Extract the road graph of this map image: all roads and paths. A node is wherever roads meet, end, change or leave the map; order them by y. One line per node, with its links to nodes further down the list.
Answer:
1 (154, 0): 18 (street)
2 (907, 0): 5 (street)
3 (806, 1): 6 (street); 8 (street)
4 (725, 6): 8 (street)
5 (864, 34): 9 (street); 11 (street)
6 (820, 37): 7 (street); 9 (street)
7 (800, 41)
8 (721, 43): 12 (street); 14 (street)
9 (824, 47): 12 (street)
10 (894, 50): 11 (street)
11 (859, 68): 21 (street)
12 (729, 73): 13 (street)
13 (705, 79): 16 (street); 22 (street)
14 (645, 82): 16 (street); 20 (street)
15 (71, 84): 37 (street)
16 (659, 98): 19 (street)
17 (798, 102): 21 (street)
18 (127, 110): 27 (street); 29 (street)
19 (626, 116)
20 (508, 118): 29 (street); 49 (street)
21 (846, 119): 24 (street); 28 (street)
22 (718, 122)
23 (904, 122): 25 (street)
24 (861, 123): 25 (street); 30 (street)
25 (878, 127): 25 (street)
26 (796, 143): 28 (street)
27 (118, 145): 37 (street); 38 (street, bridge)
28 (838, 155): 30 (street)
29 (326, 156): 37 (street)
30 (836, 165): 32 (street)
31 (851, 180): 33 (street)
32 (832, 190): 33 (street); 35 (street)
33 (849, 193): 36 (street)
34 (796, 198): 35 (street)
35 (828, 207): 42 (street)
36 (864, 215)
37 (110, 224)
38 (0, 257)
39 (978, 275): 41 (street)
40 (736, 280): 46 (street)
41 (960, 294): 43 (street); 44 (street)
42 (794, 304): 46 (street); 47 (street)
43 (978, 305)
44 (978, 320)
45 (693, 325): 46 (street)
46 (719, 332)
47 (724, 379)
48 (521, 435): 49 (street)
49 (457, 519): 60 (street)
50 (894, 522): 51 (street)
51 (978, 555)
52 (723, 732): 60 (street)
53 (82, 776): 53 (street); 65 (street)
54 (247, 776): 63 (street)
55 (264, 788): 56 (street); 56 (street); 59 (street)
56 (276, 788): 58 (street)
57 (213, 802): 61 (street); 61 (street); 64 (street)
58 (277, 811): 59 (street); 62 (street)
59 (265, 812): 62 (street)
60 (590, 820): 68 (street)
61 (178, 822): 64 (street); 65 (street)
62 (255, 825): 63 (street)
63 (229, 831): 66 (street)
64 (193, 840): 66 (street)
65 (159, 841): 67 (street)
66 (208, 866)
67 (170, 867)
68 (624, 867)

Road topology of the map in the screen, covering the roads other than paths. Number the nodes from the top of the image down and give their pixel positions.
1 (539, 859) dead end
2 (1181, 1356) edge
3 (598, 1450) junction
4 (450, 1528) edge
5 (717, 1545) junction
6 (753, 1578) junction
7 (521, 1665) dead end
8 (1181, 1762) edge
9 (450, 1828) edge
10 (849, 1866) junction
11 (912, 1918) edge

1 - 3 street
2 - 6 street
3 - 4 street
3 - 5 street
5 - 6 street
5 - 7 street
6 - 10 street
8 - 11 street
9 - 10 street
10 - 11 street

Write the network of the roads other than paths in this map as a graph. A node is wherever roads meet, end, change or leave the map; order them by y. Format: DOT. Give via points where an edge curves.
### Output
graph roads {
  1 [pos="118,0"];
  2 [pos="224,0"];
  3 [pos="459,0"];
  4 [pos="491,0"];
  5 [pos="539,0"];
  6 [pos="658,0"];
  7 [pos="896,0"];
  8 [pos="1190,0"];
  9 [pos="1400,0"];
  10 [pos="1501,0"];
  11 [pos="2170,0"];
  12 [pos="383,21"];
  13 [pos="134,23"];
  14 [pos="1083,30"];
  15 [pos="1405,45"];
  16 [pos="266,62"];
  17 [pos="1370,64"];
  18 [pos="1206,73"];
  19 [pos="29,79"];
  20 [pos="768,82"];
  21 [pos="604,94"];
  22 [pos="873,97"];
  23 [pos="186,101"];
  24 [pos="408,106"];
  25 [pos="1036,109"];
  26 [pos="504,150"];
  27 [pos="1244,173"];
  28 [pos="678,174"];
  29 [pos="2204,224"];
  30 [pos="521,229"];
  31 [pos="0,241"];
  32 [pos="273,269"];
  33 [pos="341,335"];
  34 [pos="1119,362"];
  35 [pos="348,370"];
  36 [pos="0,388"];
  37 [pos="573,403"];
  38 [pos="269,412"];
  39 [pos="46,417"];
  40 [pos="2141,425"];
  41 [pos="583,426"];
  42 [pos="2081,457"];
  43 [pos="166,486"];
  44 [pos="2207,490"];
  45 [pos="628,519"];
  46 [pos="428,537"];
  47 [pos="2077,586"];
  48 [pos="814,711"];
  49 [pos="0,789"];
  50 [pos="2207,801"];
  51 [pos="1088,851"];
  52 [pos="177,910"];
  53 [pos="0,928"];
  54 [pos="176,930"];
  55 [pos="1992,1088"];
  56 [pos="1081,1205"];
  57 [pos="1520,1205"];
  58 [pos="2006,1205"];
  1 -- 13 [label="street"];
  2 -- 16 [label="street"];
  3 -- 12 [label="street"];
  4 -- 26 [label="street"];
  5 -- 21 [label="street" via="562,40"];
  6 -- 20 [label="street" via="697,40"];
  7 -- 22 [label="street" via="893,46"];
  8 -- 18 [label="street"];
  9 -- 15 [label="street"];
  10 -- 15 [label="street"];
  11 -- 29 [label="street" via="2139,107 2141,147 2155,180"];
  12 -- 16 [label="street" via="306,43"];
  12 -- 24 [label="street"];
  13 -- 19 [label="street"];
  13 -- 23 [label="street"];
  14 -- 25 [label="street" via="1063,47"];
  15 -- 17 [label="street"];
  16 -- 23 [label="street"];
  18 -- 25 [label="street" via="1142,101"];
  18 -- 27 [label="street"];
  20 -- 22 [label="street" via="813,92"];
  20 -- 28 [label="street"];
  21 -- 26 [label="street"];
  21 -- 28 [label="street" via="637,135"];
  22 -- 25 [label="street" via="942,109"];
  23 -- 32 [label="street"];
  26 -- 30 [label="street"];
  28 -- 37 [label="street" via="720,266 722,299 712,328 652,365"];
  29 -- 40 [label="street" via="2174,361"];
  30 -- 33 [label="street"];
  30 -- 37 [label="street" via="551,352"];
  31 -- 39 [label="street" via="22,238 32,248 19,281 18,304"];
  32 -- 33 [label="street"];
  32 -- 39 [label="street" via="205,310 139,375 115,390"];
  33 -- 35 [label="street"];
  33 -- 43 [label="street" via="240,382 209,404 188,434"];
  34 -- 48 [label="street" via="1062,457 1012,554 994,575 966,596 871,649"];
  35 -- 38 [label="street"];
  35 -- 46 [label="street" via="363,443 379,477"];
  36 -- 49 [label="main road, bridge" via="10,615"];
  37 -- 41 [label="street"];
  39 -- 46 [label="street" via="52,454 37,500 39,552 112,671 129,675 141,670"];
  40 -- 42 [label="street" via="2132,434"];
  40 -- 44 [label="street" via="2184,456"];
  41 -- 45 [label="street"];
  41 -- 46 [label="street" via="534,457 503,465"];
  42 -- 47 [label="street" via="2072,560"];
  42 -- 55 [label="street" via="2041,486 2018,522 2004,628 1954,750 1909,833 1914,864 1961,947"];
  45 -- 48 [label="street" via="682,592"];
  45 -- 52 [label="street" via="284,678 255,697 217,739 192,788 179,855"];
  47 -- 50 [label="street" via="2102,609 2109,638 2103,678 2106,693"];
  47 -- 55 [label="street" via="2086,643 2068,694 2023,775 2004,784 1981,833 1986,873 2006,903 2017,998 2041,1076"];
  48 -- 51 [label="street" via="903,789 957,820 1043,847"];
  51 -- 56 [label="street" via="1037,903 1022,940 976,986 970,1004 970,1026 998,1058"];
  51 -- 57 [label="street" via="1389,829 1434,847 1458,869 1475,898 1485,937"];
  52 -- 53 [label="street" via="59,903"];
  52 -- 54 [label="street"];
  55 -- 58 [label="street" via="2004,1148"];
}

(Task requirements): Return all lines from the material that contain "bridge".

(Your solution):
27 (118, 145): 37 (street); 38 (street, bridge)
  36 -- 49 [label="main road, bridge" via="10,615"];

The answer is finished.